▸ **TASK TO COMPLETE**
Please return all lines from the records below that include the string "down".

▸ **DATA SHOWN**
==*==
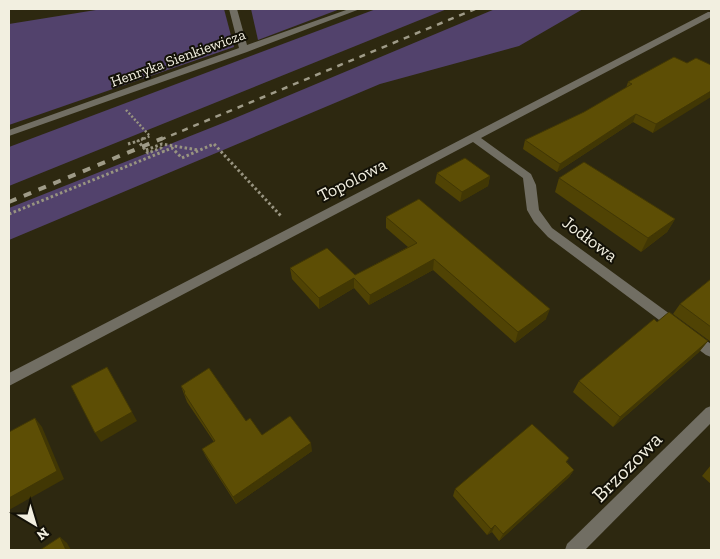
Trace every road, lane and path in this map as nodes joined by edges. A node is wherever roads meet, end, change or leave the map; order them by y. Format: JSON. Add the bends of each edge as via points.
{"nodes":[{"id":1,"x":233,"y":9,"type":"edge"},
{"id":2,"x":356,"y":9,"type":"edge"},
{"id":3,"x":711,"y":14,"type":"edge"},
{"id":4,"x":244,"y":50,"type":"junction"},
{"id":5,"x":114,"y":96,"type":"junction"},
{"id":6,"x":9,"y":133,"type":"edge"},
{"id":7,"x":474,"y":138,"type":"junction"},
{"id":8,"x":138,"y":141,"type":"junction"},
{"id":9,"x":128,"y":144,"type":"dead end"},
{"id":10,"x":146,"y":150,"type":"junction"},
{"id":11,"x":201,"y":150,"type":"junction"},
{"id":12,"x":164,"y":152,"type":"junction"},
{"id":13,"x":9,"y":214,"type":"edge"},
{"id":14,"x":295,"y":231,"type":"junction"},
{"id":15,"x":711,"y":351,"type":"edge"},
{"id":16,"x":9,"y":380,"type":"edge"},
{"id":17,"x":711,"y":413,"type":"edge"},
{"id":18,"x":573,"y":550,"type":"edge"}],
"edges":[{"from":1,"to":4,"type":"street"},
{"from":2,"to":4,"type":"street","name":"Henryka Sienkiewicza"},
{"from":3,"to":7,"type":"street","name":"Topolowa"},
{"from":4,"to":5,"type":"street","name":"Henryka Sienkiewicza"},
{"from":5,"to":6,"type":"street","name":"Henryka Sienkiewicza"},
{"from":5,"to":8,"type":"path","via":[[150,136]]},
{"from":7,"to":14,"type":"street","name":"Topolowa"},
{"from":7,"to":15,"type":"street","name":"Jodłowa","via":[[527,176],[532,209],[552,234]]},
{"from":8,"to":9,"type":"path"},
{"from":8,"to":10,"type":"path"},
{"from":10,"to":11,"type":"path","via":[[162,144]]},
{"from":10,"to":12,"type":"path","via":[[148,153],[161,148]]},
{"from":11,"to":12,"type":"path","via":[[182,158],[172,148]]},
{"from":11,"to":14,"type":"path","via":[[214,144]]},
{"from":12,"to":13,"type":"path"},
{"from":14,"to":16,"type":"street","name":"Topolowa"},
{"from":17,"to":18,"type":"street","name":"Brzozowa"}]}
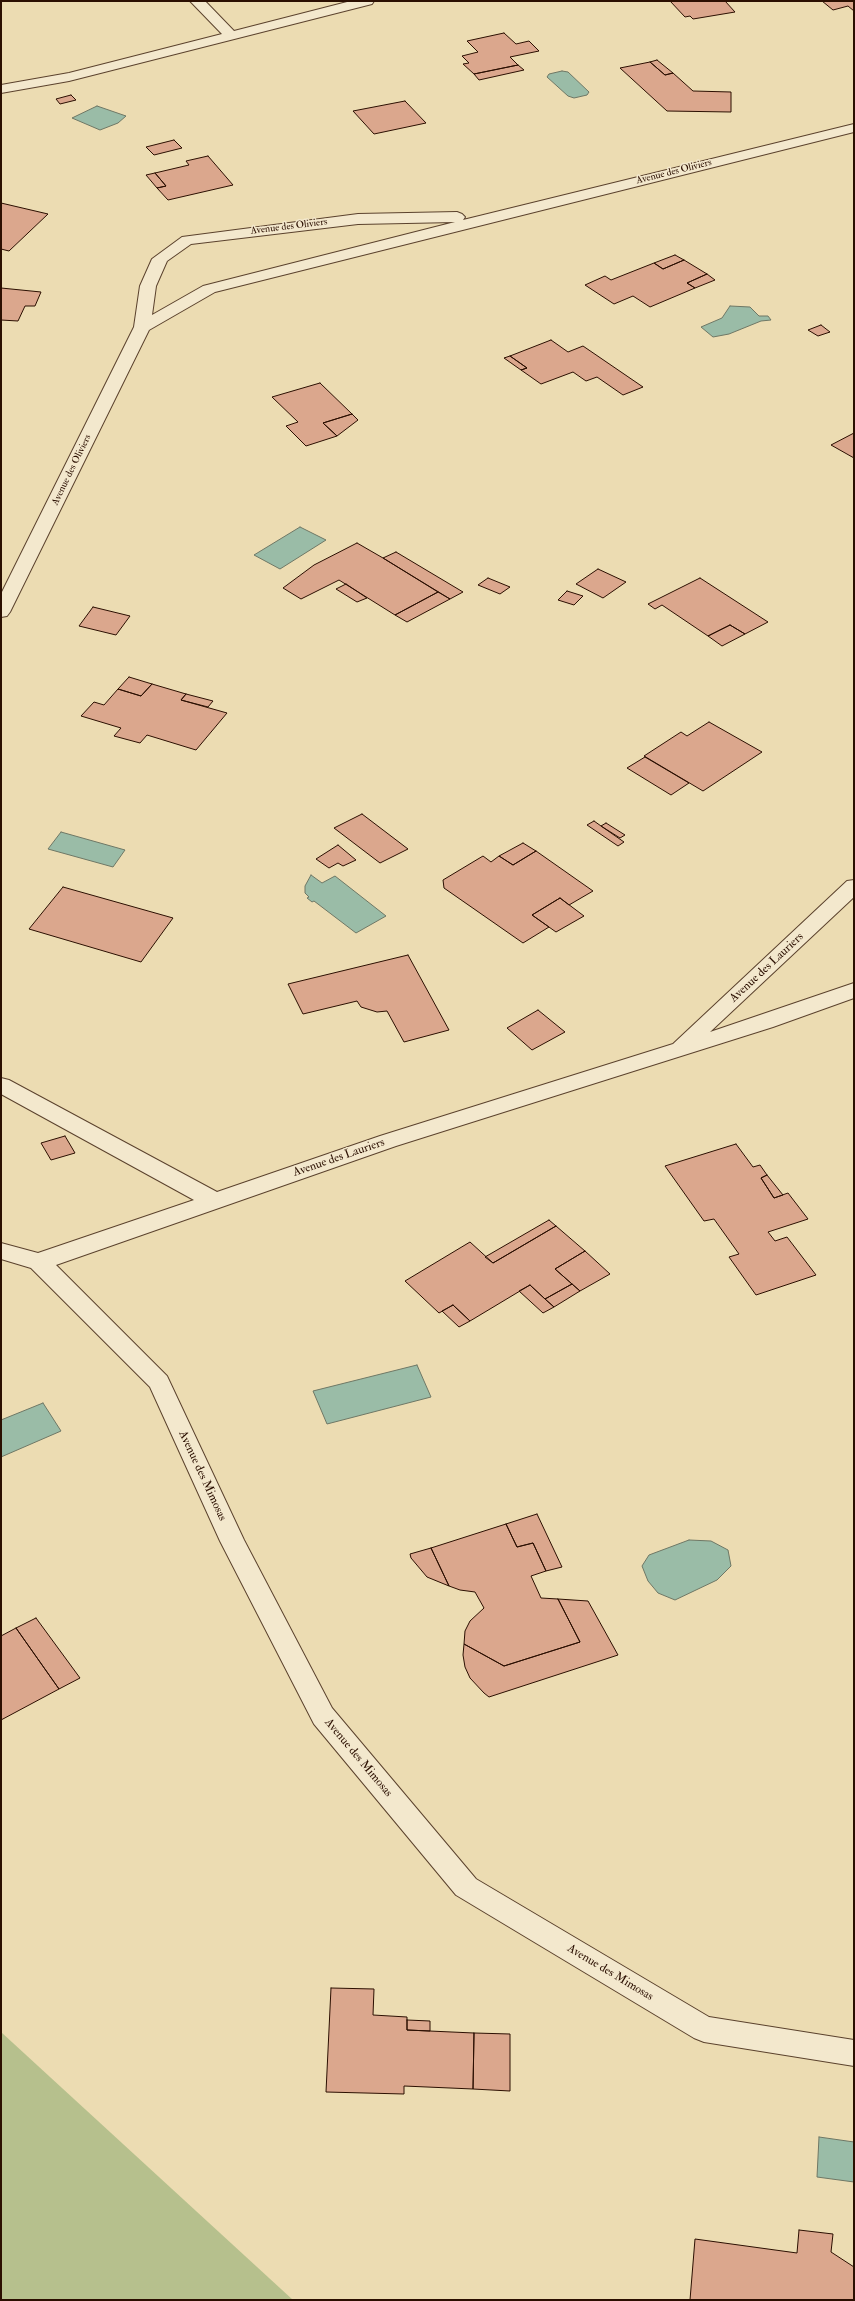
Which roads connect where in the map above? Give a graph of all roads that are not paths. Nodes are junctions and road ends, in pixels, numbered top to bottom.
1 (197, 1) edge
2 (368, 1) edge
3 (232, 36) junction
4 (1, 89) edge
5 (854, 128) edge
6 (495, 216) junction
7 (142, 327) junction
8 (1, 612) edge
9 (854, 886) edge
10 (854, 990) edge
11 (679, 1049) junction
12 (1, 1085) edge
13 (214, 1201) junction
14 (1, 1251) edge
15 (39, 1262) junction
16 (854, 2053) edge

1 - 3 street
2 - 3 street
3 - 4 street
5 - 6 street, Avenue des Oliviers
6 - 7 street, Avenue des Oliviers
6 - 7 street, Avenue des Oliviers
7 - 8 street, Avenue des Oliviers
9 - 11 street, Avenue des Lauriers
10 - 11 street, Avenue des Lauriers
11 - 13 street, Avenue des Lauriers
12 - 13 street
13 - 15 street, Avenue des Lauriers
14 - 15 street
15 - 16 street, Avenue des Mimosas

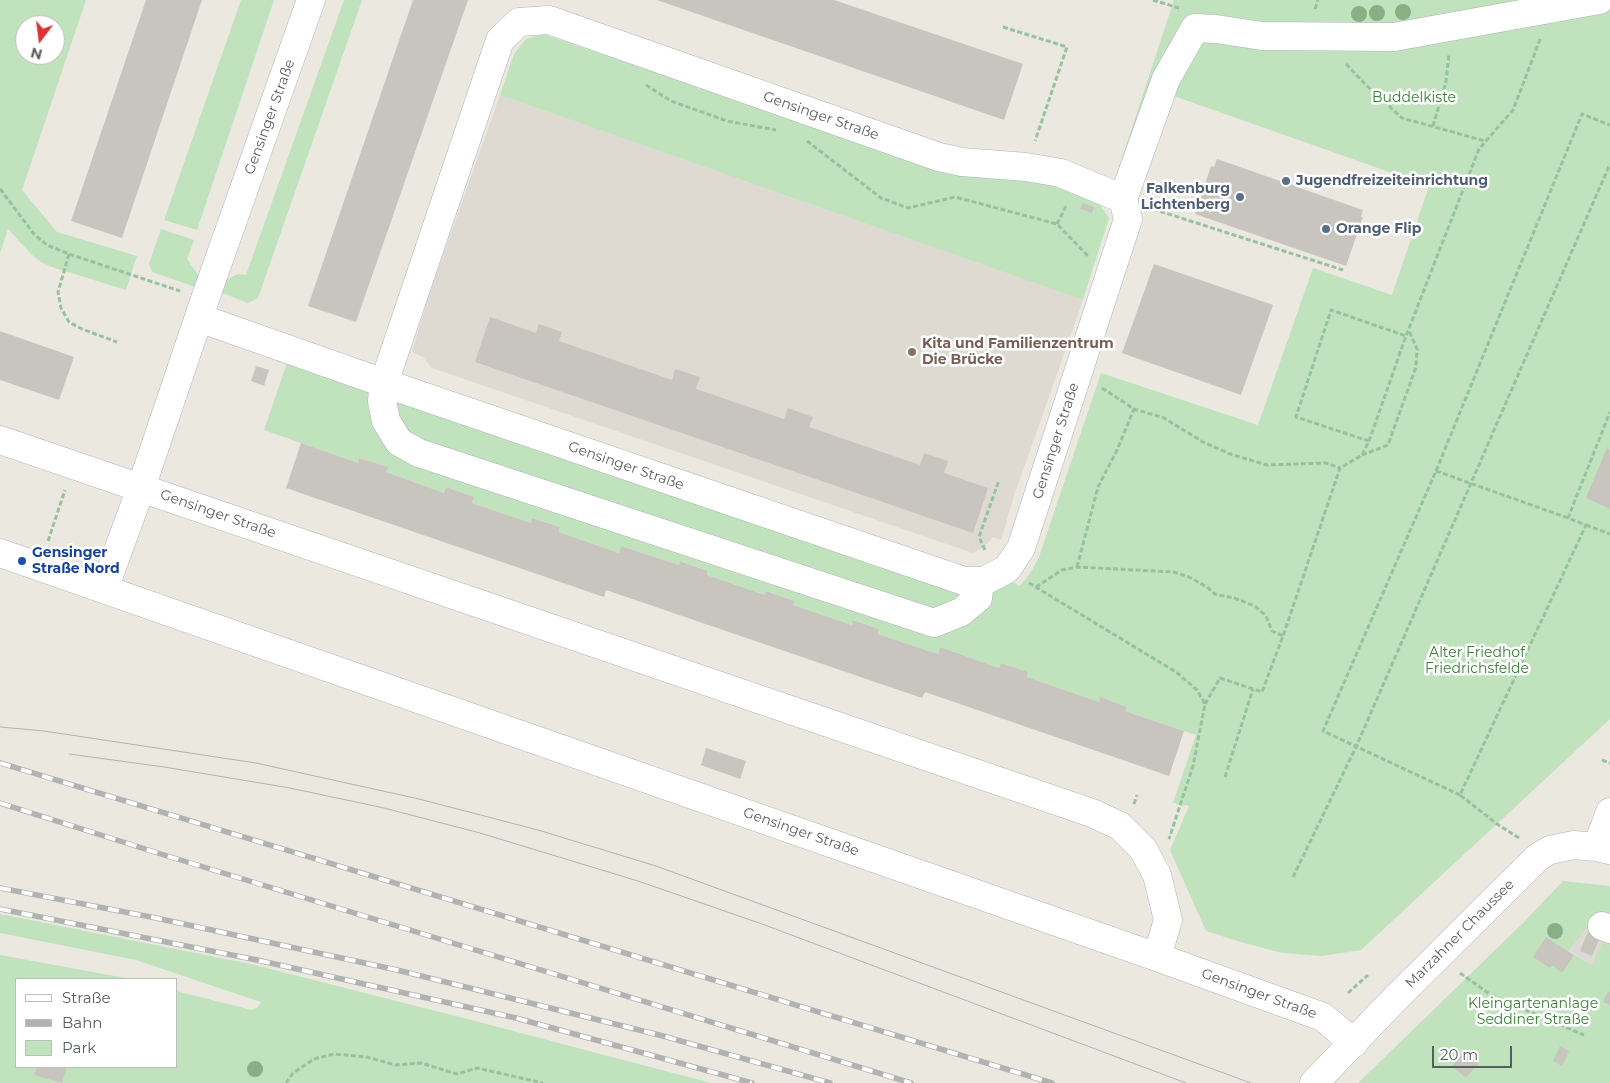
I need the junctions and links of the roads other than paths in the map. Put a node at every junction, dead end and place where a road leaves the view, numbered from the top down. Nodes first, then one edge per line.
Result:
1 (311, 0) edge
2 (1600, 0) edge
3 (1123, 200) junction
4 (202, 308) junction
5 (384, 383) junction
6 (0, 440) edge
7 (141, 488) junction
8 (0, 553) edge
9 (980, 581) junction
10 (104, 588) junction
11 (1610, 812) edge
12 (1604, 848) edge
13 (1157, 956) junction
14 (1354, 1043) junction
15 (1314, 1083) edge

1 - 4 street, Gensinger Straße
2 - 3 street
3 - 5 street, Gensinger Straße
3 - 9 street, Gensinger Straße
4 - 5 street, Gensinger Straße
4 - 7 street, Gensinger Straße
5 - 9 street, Gensinger Straße
5 - 9 street
6 - 7 street, Gensinger Straße
7 - 10 street, Gensinger Straße
7 - 13 street, Gensinger Straße
8 - 10 street, Gensinger Straße
10 - 13 street, Gensinger Straße
11 - 12 street, Marzahner Chaussee
12 - 14 street, Marzahner Chaussee
13 - 14 street, Gensinger Straße
14 - 15 street, Marzahner Chaussee

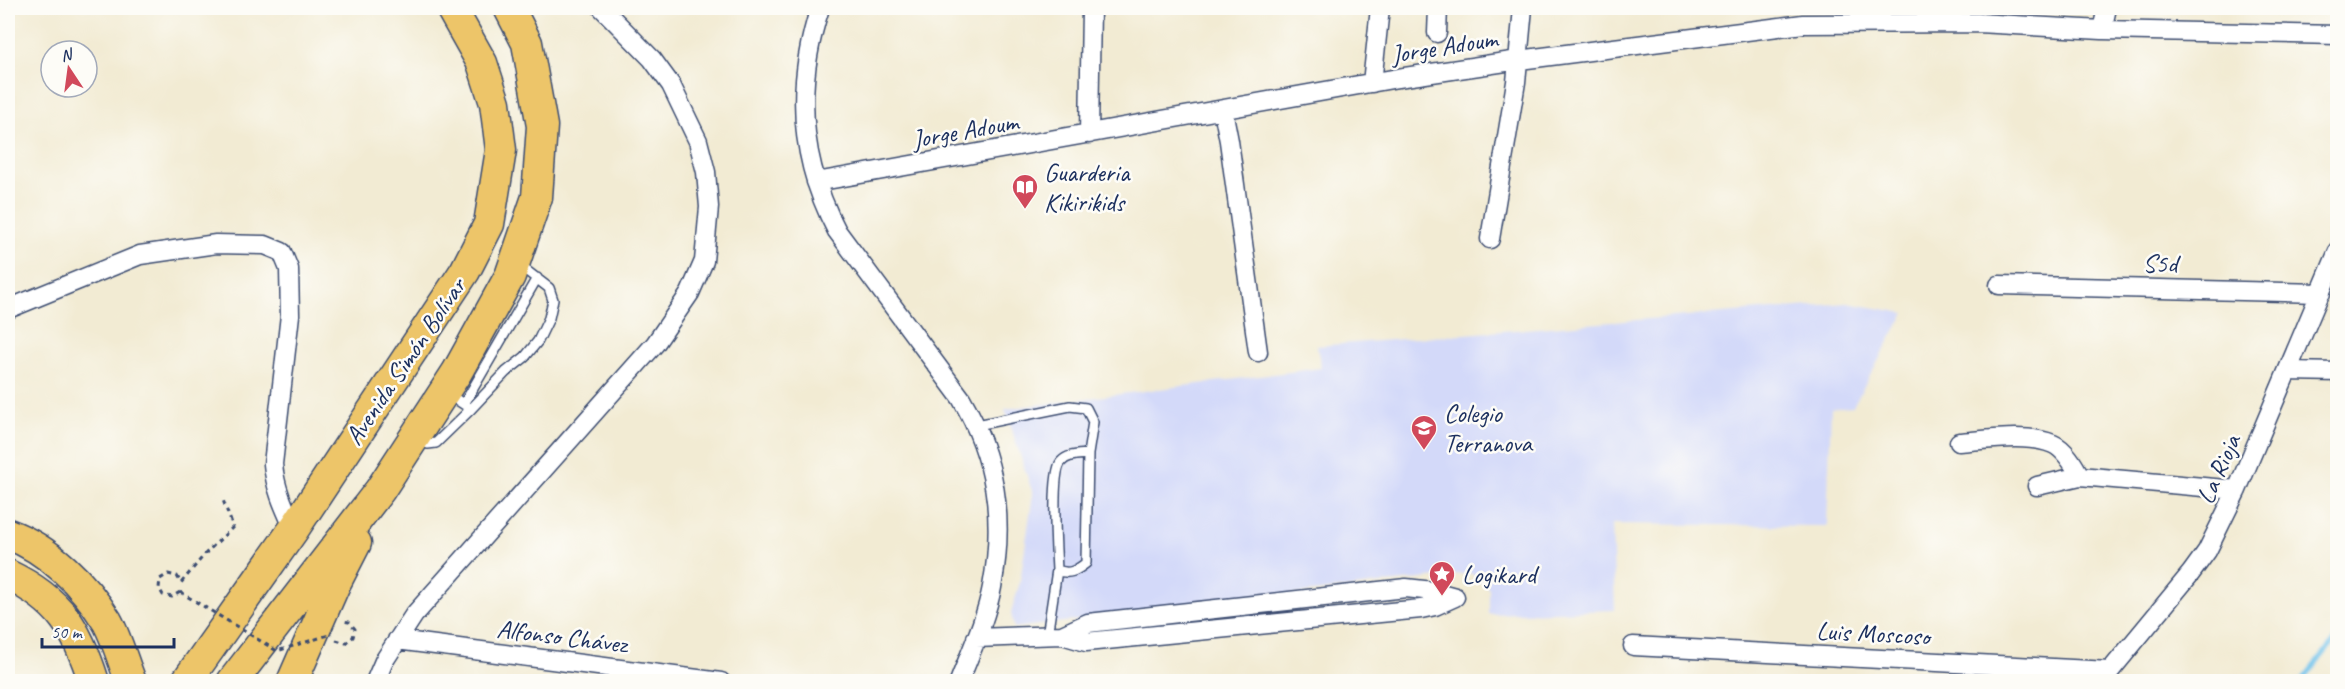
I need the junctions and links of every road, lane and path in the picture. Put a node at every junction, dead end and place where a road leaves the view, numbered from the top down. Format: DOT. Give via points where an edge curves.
graph roads {
  1 [pos="451,8"];
  2 [pos="509,8"];
  3 [pos="602,8"];
  4 [pos="820,8"];
  5 [pos="1091,8"];
  6 [pos="1380,8"];
  7 [pos="1438,8"];
  8 [pos="1523,8"];
  9 [pos="2107,8"];
  10 [pos="1980,15"];
  11 [pos="2102,30"];
  12 [pos="1437,33"];
  13 [pos="2337,35"];
  14 [pos="1519,60"];
  15 [pos="1372,83"];
  16 [pos="1223,110"];
  17 [pos="1089,134"];
  18 [pos="816,182"];
  19 [pos="1490,239"];
  20 [pos="2337,251"];
  21 [pos="526,270"];
  22 [pos="1999,285"];
  23 [pos="2321,293"];
  24 [pos="8,309"];
  25 [pos="1258,352"];
  26 [pos="2289,371"];
  27 [pos="2337,372"];
  28 [pos="460,402"];
  29 [pos="976,425"];
  30 [pos="1959,442"];
  31 [pos="1088,454"];
  32 [pos="2080,476"];
  33 [pos="2037,486"];
  34 [pos="380,490"];
  35 [pos="2237,490"];
  36 [pos="223,500"];
  37 [pos="294,528"];
  38 [pos="8,534"];
  39 [pos="1057,570"];
  40 [pos="8,575"];
  41 [pos="1241,606"];
  42 [pos="341,620"];
  43 [pos="1243,627"];
  44 [pos="1054,635"];
  45 [pos="976,638"];
  46 [pos="397,640"];
  47 [pos="1633,645"];
  48 [pos="2105,676"];
  49 [pos="94,681"];
  50 [pos="131,681"];
  51 [pos="186,681"];
  52 [pos="232,681"];
  53 [pos="292,681"];
  54 [pos="375,681"];
  55 [pos="721,681"];
  56 [pos="959,681"];
  1 -- 37 [label="highway, Avenida Simón Bolívar" via="482,63 495,103 501,150 489,224 465,271"];
  2 -- 21 [label="highway, Avenida Simón Bolívar" via="526,43 542,126"];
  3 -- 46 [label="street" via="652,59 671,85 698,141 709,207 704,261 690,293 655,344 414,615"];
  4 -- 18 [label="street" via="803,94"];
  5 -- 17 [label="street"];
  6 -- 15 [label="street"];
  7 -- 12 [label="street"];
  8 -- 14 [label="street"];
  9 -- 11 [label="street"];
  10 -- 11 [label="street, Jorge Adoum"];
  10 -- 14 [label="street, Jorge Adoum" via="1803,24"];
  11 -- 13 [label="street, Jorge Adoum"];
  14 -- 15 [label="street, Jorge Adoum"];
  14 -- 19 [label="street"];
  15 -- 16 [label="street, Jorge Adoum"];
  16 -- 17 [label="street, Jorge Adoum"];
  16 -- 25 [label="street"];
  17 -- 18 [label="street, Jorge Adoum"];
  18 -- 29 [label="street" via="837,231 930,354"];
  20 -- 23 [label="street, La Rioja"];
  21 -- 28 [label="highway, Avenida Simón Bolívar" via="510,276"];
  21 -- 28 [label="lane" via="549,288 553,300 538,341"];
  22 -- 23 [label="street, S5d"];
  23 -- 26 [label="street, La Rioja"];
  24 -- 37 [label="street" via="140,255 216,244 265,245 282,252 289,269 290,315 273,464 281,502"];
  26 -- 27 [label="street"];
  26 -- 35 [label="street, La Rioja"];
  28 -- 34 [label="highway, Avenida Simón Bolívar" via="412,439"];
  29 -- 31 [label="lane" via="1080,406 1086,408 1092,422"];
  29 -- 45 [label="street" via="990,462 996,496 997,542 992,588"];
  30 -- 32 [label="street" via="2025,438 2053,444 2063,451"];
  31 -- 39 [label="lane" via="1070,456 1058,467"];
  31 -- 39 [label="lane" via="1086,563 1071,573"];
  32 -- 33 [label="street"];
  32 -- 35 [label="street"];
  34 -- 52 [label="highway, Avenida Simón Bolívar"];
  34 -- 53 [label="highway"];
  35 -- 48 [label="street, La Rioja" via="2207,552"];
  36 -- 42 [label="path, bridge" via="233,527 181,583 177,576 168,574 160,579 163,595 172,597 180,592 277,651 332,634 338,642 346,643 353,638 355,629"];
  37 -- 51 [label="highway, Avenida Simón Bolívar"];
  38 -- 50 [label="highway" via="55,562 80,584 107,623"];
  39 -- 44 [label="lane"];
  40 -- 49 [label="highway" via="29,585 65,616 85,652"];
  41 -- 43 [label="street"];
  41 -- 43 [label="street" via="1406,588 1455,597 1421,609"];
  41 -- 44 [label="street" via="1088,623"];
  43 -- 44 [label="street" via="1086,642"];
  44 -- 45 [label="street"];
  45 -- 56 [label="street"];
  46 -- 54 [label="street"];
  46 -- 55 [label="street, Alfonso Chávez"];
  47 -- 48 [label="street, Luis Moscoso"];
}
==*==
▸ **ANSWER FOR THIS EXERCISE**
I need the junctions and links of the roads other than paths in the map. Put a node at every junction, dead end and place where a road leaves the view, numbered from the top down. Nodes first, then one edge per line.
I need the junctions and links of every road, lane and path in the picture. Put a node at every junction, dead end and place where a road leaves the view, numbered from the top down. Format: DOT. Give via points where an edge curves.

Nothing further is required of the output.